Le présent article fait un retour sur une folle année judiciaire marquée par tant de soubresauts. L’article scrute l’étrange destin du droit et de la justice dans la marche de la République, détricote les fils de la manipulation qui ourdissent les consciences citoyennes et pointe l’urgence d’une gouvernance de rupture.

1. Justice et diabolisation politique

Chaque régime politique croit devoir trouver son ennemi et son « axe du mal ». Ce savant procédé, qui se déploie principalement sur le territoire des médias, est décrit dans « La fabrication de l’ennemi » par Pierre CONESA et dans un document aux origines restées mystérieuses : « Armes silencieuses pour guerres tranquilles ». Assise sur le triptyque « juge-accusé-victime », la justice pénale constitue un terreau fertile pour la diabolisation politique. Mais la justice humaine juge l’homme et non le diable. Qui plus est, les lignes politiques de la diabolisation sont trop évanescentes : l’adversaire d’aujourd’hui peut devenir l’allié de demain.

On diabolise toutes les voix qui se démarquent des harangues populistes comme on a diabolisé ceux qui réclamaient l’autopsie des victimes de l’insurrection avant toute cérémonie funéraire – la « preuve scientifique ». La diabolisation opère aussi à l’envers, ceux qui sont appelés à répondre devant la justice n’hésitant pas à crier à la « chasse aux sorcières ». Finalement, l’alternance politique est le juge suprême, car la justice peut enfin compter avec le zèle des puissants du moment pour demander des comptes aux puissants d’hier.

2. Justice et diversion politique

Le débat sur le droit et la justice pourrait aussi servir à masquer les « vrais » problèmes de la société. Que l’on songe seulement au faux débat sur les brigades d’autodéfense, au faux débat sur l’incivisme routier par lequel on tente d’occulter la carence d’une politique de développement du transport urbain alors que chaque crevasse sur le bitume porte la marque de l’incivisme de l’élite politico administrative, ou au faux débat sur les libérations provisoires qui fait croire que la procédure pénale s’épuise dans des mandats d’arrêt. Que l’on songe encore à la tragicomique « affaire des directeurs généraux » par laquelle le gouvernement politique défère et transfère au « gouvernement des juges » ce qu’il aurait pu régler par lui-même. Que l’on songe enfin au faux débat sur la « nouvelle constitution ». On multiplie les lois pour mieux se consoler de la vacuité de l’esprit. On croit ainsi pouvoir tailler le portrait-robot du citoyen idéal dans le marbre de la loi plutôt que dans celui de l’école. On aime les lois mais on déteste la Loi. Cette « inflation législative » crée une instabilité et une insécurité juridiques finalement préjudiciables à l’autorité de la loi elle-même.

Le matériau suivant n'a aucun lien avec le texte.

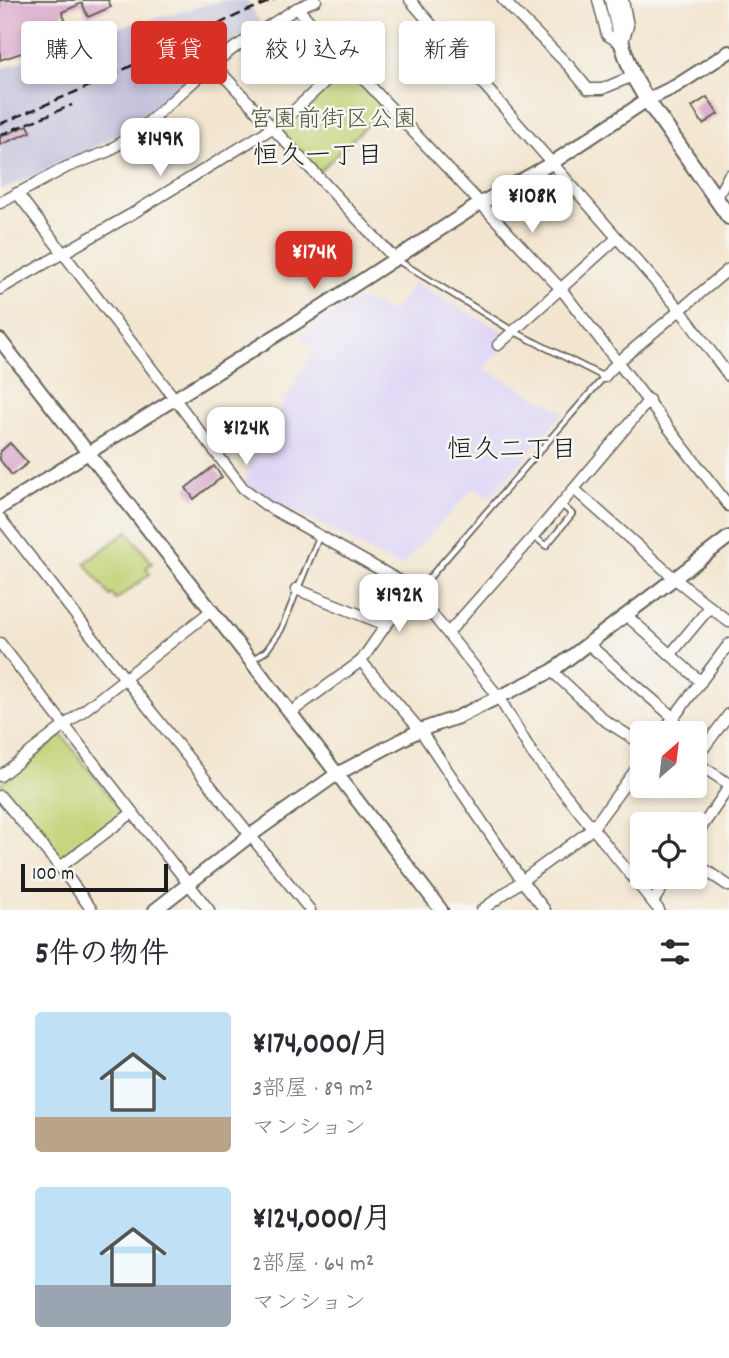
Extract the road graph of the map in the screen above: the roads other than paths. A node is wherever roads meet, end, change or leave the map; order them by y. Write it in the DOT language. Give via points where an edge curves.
graph roads {
  1 [pos="316,0"];
  2 [pos="410,0"];
  3 [pos="503,0"];
  4 [pos="598,0"];
  5 [pos="612,0"];
  6 [pos="623,0"];
  7 [pos="297,8"];
  8 [pos="310,21"];
  9 [pos="622,44"];
  10 [pos="729,52"];
  11 [pos="227,55"];
  12 [pos="633,76"];
  13 [pos="227,79"];
  14 [pos="191,84"];
  15 [pos="322,84"];
  16 [pos="370,84"];
  17 [pos="647,100"];
  18 [pos="273,128"];
  19 [pos="552,163"];
  20 [pos="729,175"];
  21 [pos="17,193"];
  22 [pos="713,195"];
  23 [pos="0,203"];
  24 [pos="481,203"];
  25 [pos="729,217"];
  26 [pos="617,237"];
  27 [pos="62,253"];
  28 [pos="394,258"];
  29 [pos="729,269"];
  30 [pos="0,289"];
  31 [pos="561,289"];
  32 [pos="681,311"];
  33 [pos="513,331"];
  34 [pos="0,340"];
  35 [pos="498,345"];
  36 [pos="618,362"];
  37 [pos="729,376"];
  38 [pos="604,377"];
  39 [pos="174,397"];
  40 [pos="649,400"];
  41 [pos="88,454"];
  42 [pos="574,489"];
  43 [pos="729,506"];
  44 [pos="0,508"];
  45 [pos="0,518"];
  46 [pos="319,536"];
  47 [pos="729,537"];
  48 [pos="674,578"];
  49 [pos="296,589"];
  50 [pos="415,593"];
  51 [pos="710,607"];
  52 [pos="211,611"];
  53 [pos="626,615"];
  54 [pos="729,622"];
  55 [pos="386,625"];
  56 [pos="448,633"];
  57 [pos="0,643"];
  58 [pos="588,644"];
  59 [pos="729,644"];
  60 [pos="670,655"];
  61 [pos="250,660"];
  62 [pos="361,661"];
  63 [pos="552,671"];
  64 [pos="126,680"];
  65 [pos="701,682"];
  66 [pos="498,696"];
  67 [pos="290,713"];
  68 [pos="729,714"];
  69 [pos="674,718"];
  70 [pos="672,721"];
  71 [pos="64,726"];
  72 [pos="420,730"];
  73 [pos="630,736"];
  74 [pos="707,744"];
  75 [pos="707,770"];
  76 [pos="337,774"];
  77 [pos="0,776"];
  78 [pos="630,777"];
  79 [pos="729,786"];
  80 [pos="0,796"];
  81 [pos="132,813"];
  82 [pos="707,819"];
  83 [pos="592,829"];
  84 [pos="251,835"];
  85 [pos="60,867"];
  86 [pos="707,871"];
  87 [pos="522,881"];
  88 [pos="189,883"];
  89 [pos="729,886"];
  90 [pos="664,889"];
  91 [pos="656,906"];
  92 [pos="92,910"];
  93 [pos="155,910"];
  94 [pos="209,910"];
  95 [pos="310,910"];
  96 [pos="441,910"];
  97 [pos="482,910"];
  98 [pos="545,910"];
  1 -- 7 [label="street"];
  2 -- 19 [label="street"];
  3 -- 12 [label="street" via="588,89 602,89"];
  4 -- 9 [label="street" via="607,35"];
  5 -- 9 [label="main road"];
  6 -- 9 [label="street" via="628,26"];
  7 -- 8 [label="street"];
  7 -- 11 [label="street"];
  9 -- 12 [label="main road"];
  10 -- 17 [label="street"];
  12 -- 17 [label="main road"];
  13 -- 18 [label="street"];
  14 -- 21 [label="street" via="109,150"];
  15 -- 18 [label="street"];
  16 -- 24 [label="street"];
  17 -- 19 [label="street"];
  17 -- 22 [label="main road"];
  18 -- 27 [label="street"];
  18 -- 28 [label="street"];
  19 -- 24 [label="street"];
  19 -- 26 [label="street"];
  20 -- 22 [label="street"];
  21 -- 23 [label="street"];
  21 -- 27 [label="street"];
  22 -- 25 [label="main road"];
  24 -- 28 [label="street"];
  24 -- 31 [label="street"];
  26 -- 31 [label="street"];
  26 -- 32 [label="street"];
  27 -- 30 [label="street"];
  27 -- 39 [label="street"];
  28 -- 33 [label="lane"];
  28 -- 39 [label="street"];
  29 -- 32 [label="street"];
  31 -- 33 [label="street"];
  31 -- 36 [label="street"];
  32 -- 36 [label="street"];
  32 -- 37 [label="street"];
  33 -- 35 [label="street"];
  33 -- 38 [label="lane"];
  34 -- 41 [label="street"];
  36 -- 38 [label="street"];
  36 -- 40 [label="street"];
  38 -- 50 [label="lane"];
  39 -- 41 [label="street"];
  39 -- 46 [label="street" via="243,488"];
  40 -- 42 [label="street"];
  40 -- 43 [label="street"];
  41 -- 44 [label="street"];
  41 -- 52 [label="street"];
  42 -- 48 [label="street"];
  42 -- 56 [label="street"];
  45 -- 64 [label="street"];
  46 -- 49 [label="lane"];
  46 -- 50 [label="street"];
  47 -- 48 [label="street"];
  48 -- 51 [label="street"];
  48 -- 53 [label="street"];
  49 -- 55 [label="street"];
  49 -- 61 [label="lane" via="281,630 266,652"];
  50 -- 55 [label="street"];
  50 -- 56 [label="street"];
  51 -- 54 [label="street"];
  51 -- 60 [label="street"];
  52 -- 61 [label="street"];
  52 -- 64 [label="street"];
  53 -- 58 [label="street"];
  53 -- 60 [label="street"];
  55 -- 62 [label="street"];
  56 -- 66 [label="street"];
  57 -- 71 [label="street"];
  58 -- 63 [label="street"];
  58 -- 69 [label="street"];
  59 -- 65 [label="street"];
  60 -- 65 [label="street"];
  61 -- 67 [label="street"];
  62 -- 67 [label="street"];
  62 -- 72 [label="street"];
  63 -- 66 [label="street"];
  63 -- 73 [label="street" via="604,720"];
  64 -- 71 [label="street"];
  64 -- 84 [label="street"];
  65 -- 69 [label="street"];
  66 -- 72 [label="street"];
  66 -- 83 [label="street" via="532,753"];
  67 -- 76 [label="street"];
  68 -- 74 [label="street"];
  69 -- 70 [label="street"];
  71 -- 77 [label="street"];
  71 -- 81 [label="street"];
  72 -- 76 [label="street"];
  72 -- 87 [label="street"];
  75 -- 79 [label="street"];
  76 -- 84 [label="street"];
  76 -- 96 [label="street"];
  78 -- 83 [label="street"];
  79 -- 82 [label="street"];
  80 -- 85 [label="street"];
  81 -- 85 [label="street"];
  81 -- 88 [label="street"];
  83 -- 87 [label="street"];
  83 -- 91 [label="street"];
  84 -- 88 [label="street"];
  84 -- 95 [label="street"];
  85 -- 92 [label="street"];
  86 -- 89 [label="street"];
  87 -- 97 [label="street"];
  87 -- 98 [label="street"];
  88 -- 93 [label="street"];
  88 -- 94 [label="street"];
  90 -- 91 [label="street"];
}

Que vaut la lettre de la loi là où l’« esprit de la loi » est absent ? Personne n’a attendu que la limitation de mandats présidentiels soit transcrite dans la constitution avant de s’opposer au tripatouillage de l’article 37. Ces faux débats occultent les problèmes urgents du développement, de la relance économique, du chômage de masse et de la faillite de l’école. Un million de candidats pour douze mille postes dans la fonction publique et cela ne suscite aucun débat national. Or, la pauvreté s’installe partout où la part de l’esprit est faible, et seule l’école élève l’esprit de l’homme. « Un jour viendra où l’on ne parlera plus que d’une seule chose : l’éducation ». Cette prédiction nietzschéenne tarde trop à se réaliser. Le Burkina Faso, « Terre des hommes », voilà ce qu’avait proclamé le colonisateur – toute une prophétie !

3. Justice et populisme

C’est dans le tard que l’ancien régime découvrira les vertus du populisme : « si la constitution ne l’interdit pas, alors pourquoi ne pas laisser le peuple décider ? ». Dans leur « Communiqué numéro 1 », même les putschistes prétendront agir « au nom du peuple » pour sauver la démocratie. Le nouveau régime aussi fera recours à son populisme de consolation : « nous ne nous sommes pas débarrassés du pouvoir des armes pour subir le pouvoir des juges » ; « la séparation des pouvoirs n’est pas la Grande Muraille de Chine ». Quant au régime de la Transition, il est né au milieu de la foule : « désormais, c’est ici à la Place de la Nation que se prendront les décisions importantes » ; « tous les dossiers pendants seront jugés avant la fin de la Transition » ; « des mandats d’arrêt seront lancés ».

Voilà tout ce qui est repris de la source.